About this exercise. Every line of the records below that holds the word "nodes" should be copied out.

Dataset entries
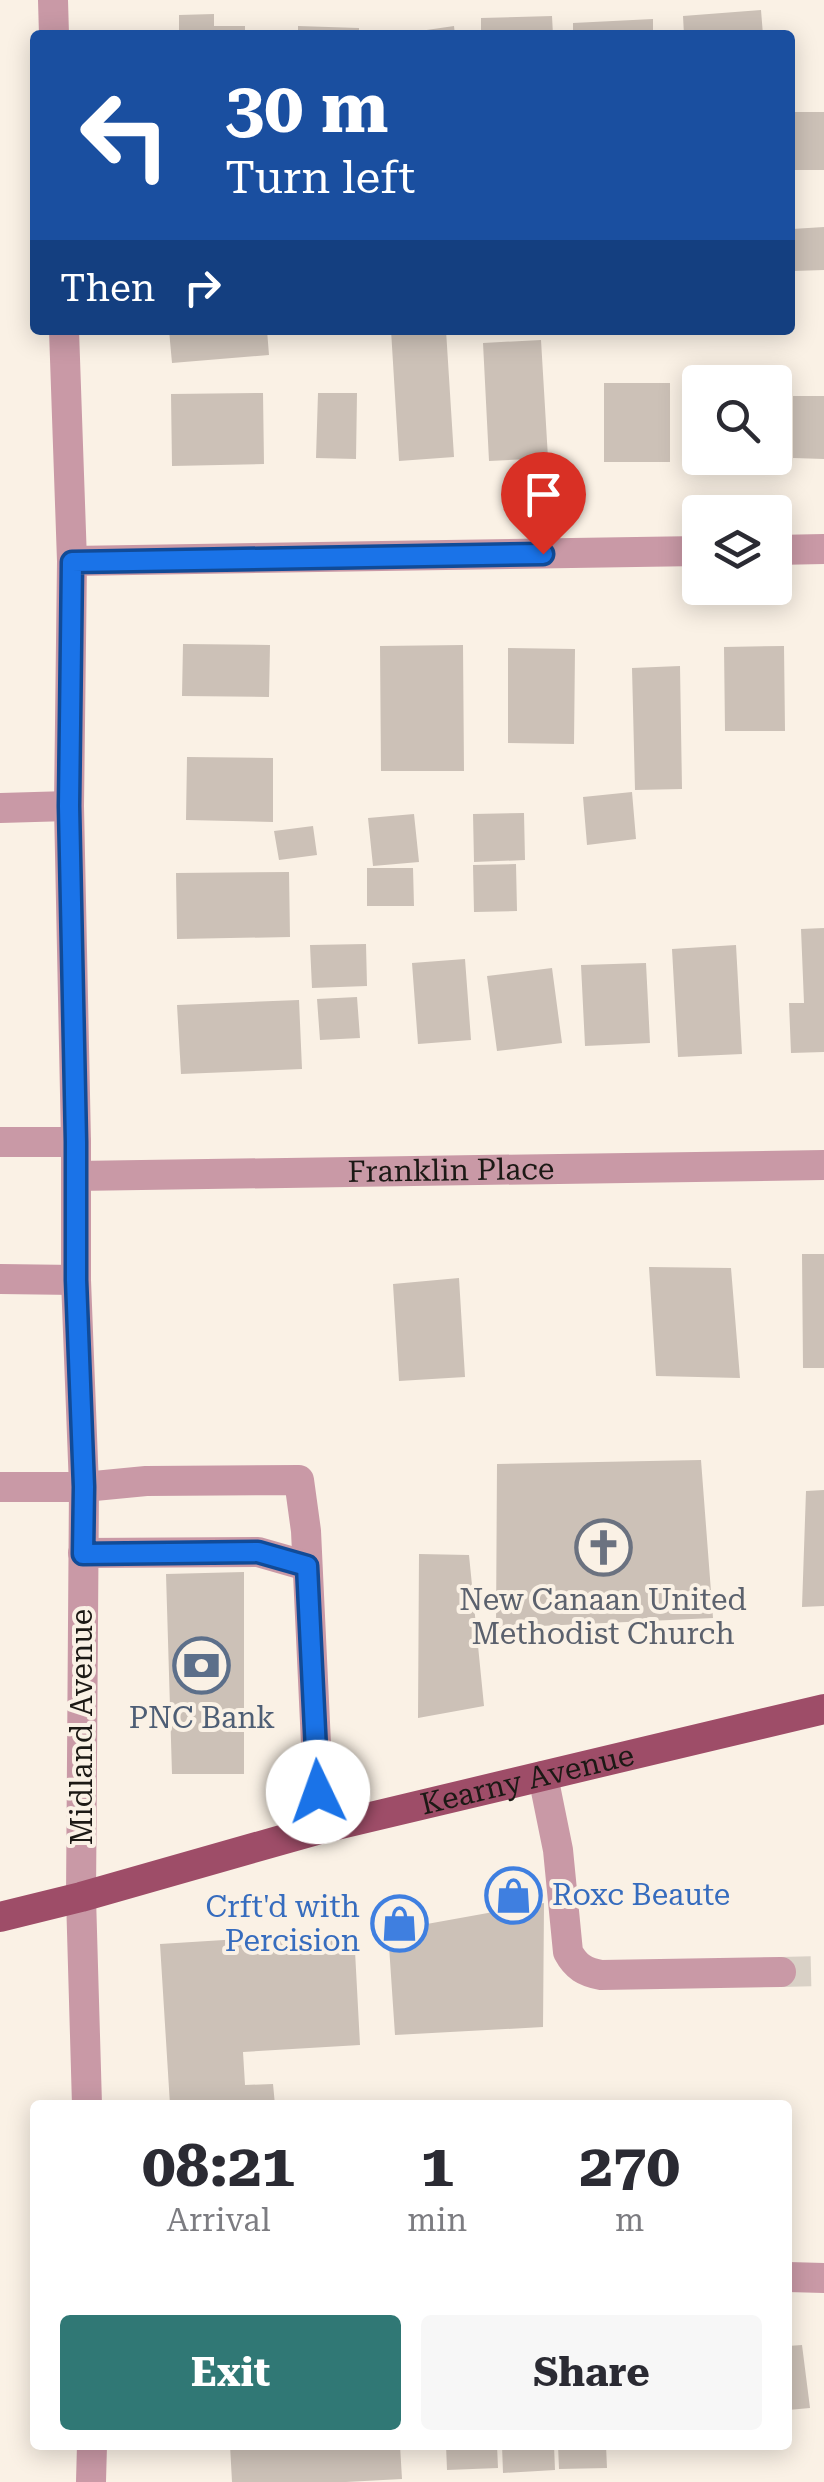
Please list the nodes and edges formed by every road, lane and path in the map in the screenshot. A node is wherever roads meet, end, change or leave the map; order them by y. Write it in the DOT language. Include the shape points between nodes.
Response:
graph roads {
  1 [pos="53,0"];
  2 [pos="54,30"];
  3 [pos="64,335"];
  4 [pos="824,549"];
  5 [pos="792,550"];
  6 [pos="682,551"];
  7 [pos="72,562"];
  8 [pos="69,806"];
  9 [pos="0,808"];
  10 [pos="0,1142"];
  11 [pos="76,1142"];
  12 [pos="824,1165"];
  13 [pos="76,1176"];
  14 [pos="0,1279"];
  15 [pos="76,1280"];
  16 [pos="0,1487"];
  17 [pos="84,1487"];
  18 [pos="83,1554"];
  19 [pos="307,1566"];
  20 [pos="824,1709"];
  21 [pos="543,1776"];
  22 [pos="320,1830"];
  23 [pos="81,1897"];
  24 [pos="0,1916"];
  25 [pos="781,1972"];
  26 [pos="87,2100"];
  27 [pos="792,2278"];
  28 [pos="824,2278"];
  29 [pos="92,2450"];
  30 [pos="92,2482"];
  1 -- 2 [label="street"];
  3 -- 7 [label="street, Midland Avenue"];
  4 -- 5 [label="street"];
  6 -- 7 [label="street"];
  7 -- 8 [label="street, Midland Avenue"];
  8 -- 9 [label="street"];
  8 -- 11 [label="street, Midland Avenue"];
  10 -- 11 [label="street"];
  11 -- 13 [label="street, Midland Avenue"];
  12 -- 13 [label="street, Franklin Place"];
  13 -- 15 [label="street, Midland Avenue"];
  14 -- 15 [label="street"];
  15 -- 17 [label="street, Midland Avenue"];
  16 -- 17 [label="street"];
  17 -- 18 [label="street, Midland Avenue"];
  17 -- 19 [label="street" via="299,1480"];
  18 -- 19 [label="street" via="258,1552"];
  18 -- 23 [label="street, Midland Avenue"];
  19 -- 22 [label="street"];
  20 -- 21 [label="main road, Kearny Avenue"];
  21 -- 22 [label="main road, Kearny Avenue"];
  21 -- 25 [label="street" via="568,1952 585,1972"];
  22 -- 23 [label="main road, Kearny Avenue"];
  23 -- 24 [label="main road, Kearny Avenue"];
  23 -- 26 [label="street, Midland Avenue"];
  27 -- 28 [label="street"];
  29 -- 30 [label="street"];
}
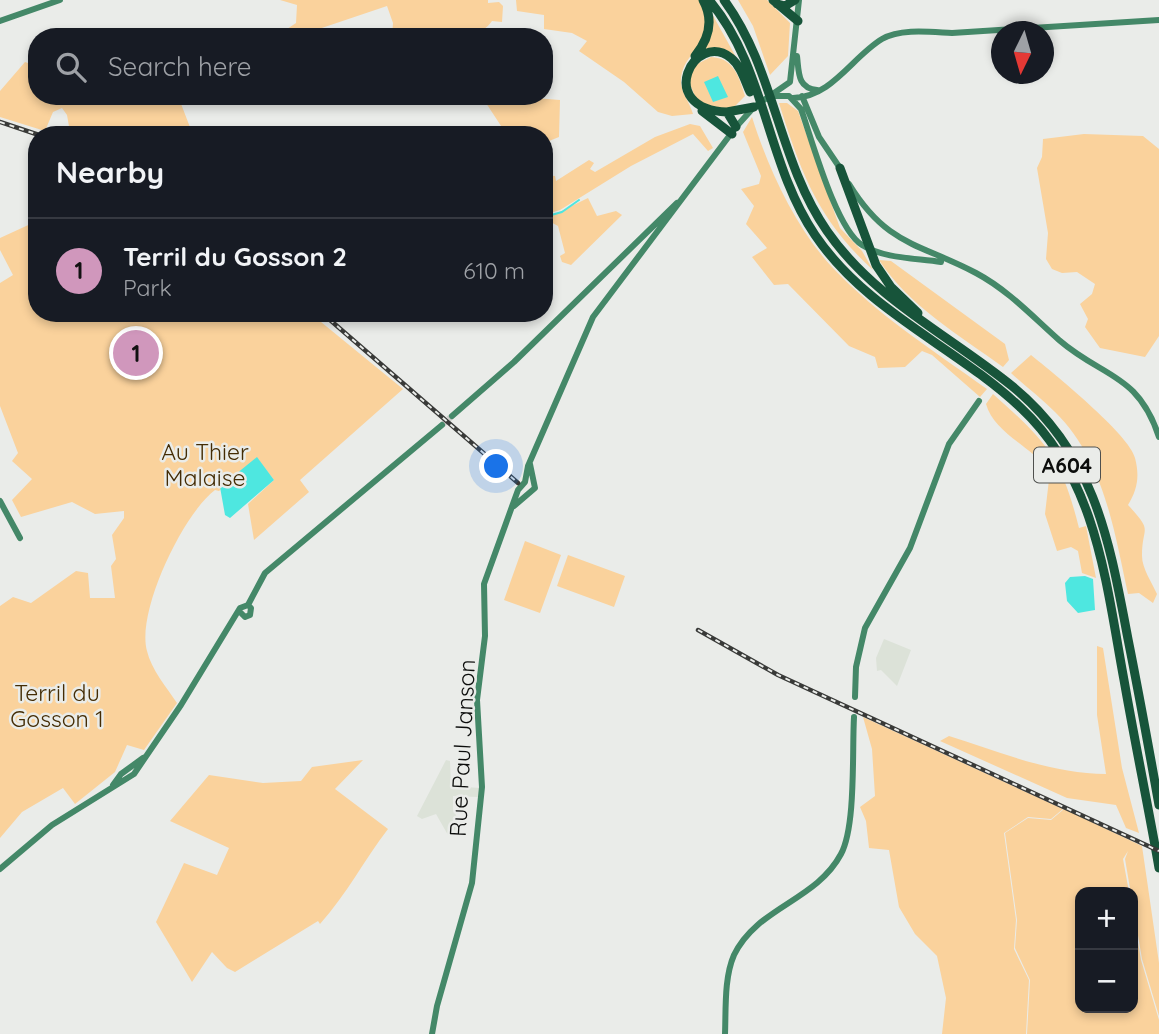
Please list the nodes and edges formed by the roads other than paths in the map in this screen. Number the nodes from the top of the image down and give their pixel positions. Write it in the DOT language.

Exercise solution.
Please list the nodes and edges formed by every road, lane and path in the map in the screenshot. A node is wherever roads meet, end, change or leave the map; order them by y. Write it in the DOT language. Include the shape points between nodes.
Please list the nodes and edges formed by the roads other than paths in the map in this screen. Number the nodes from the top of the image down and give their pixel positions. Write it in the DOT language.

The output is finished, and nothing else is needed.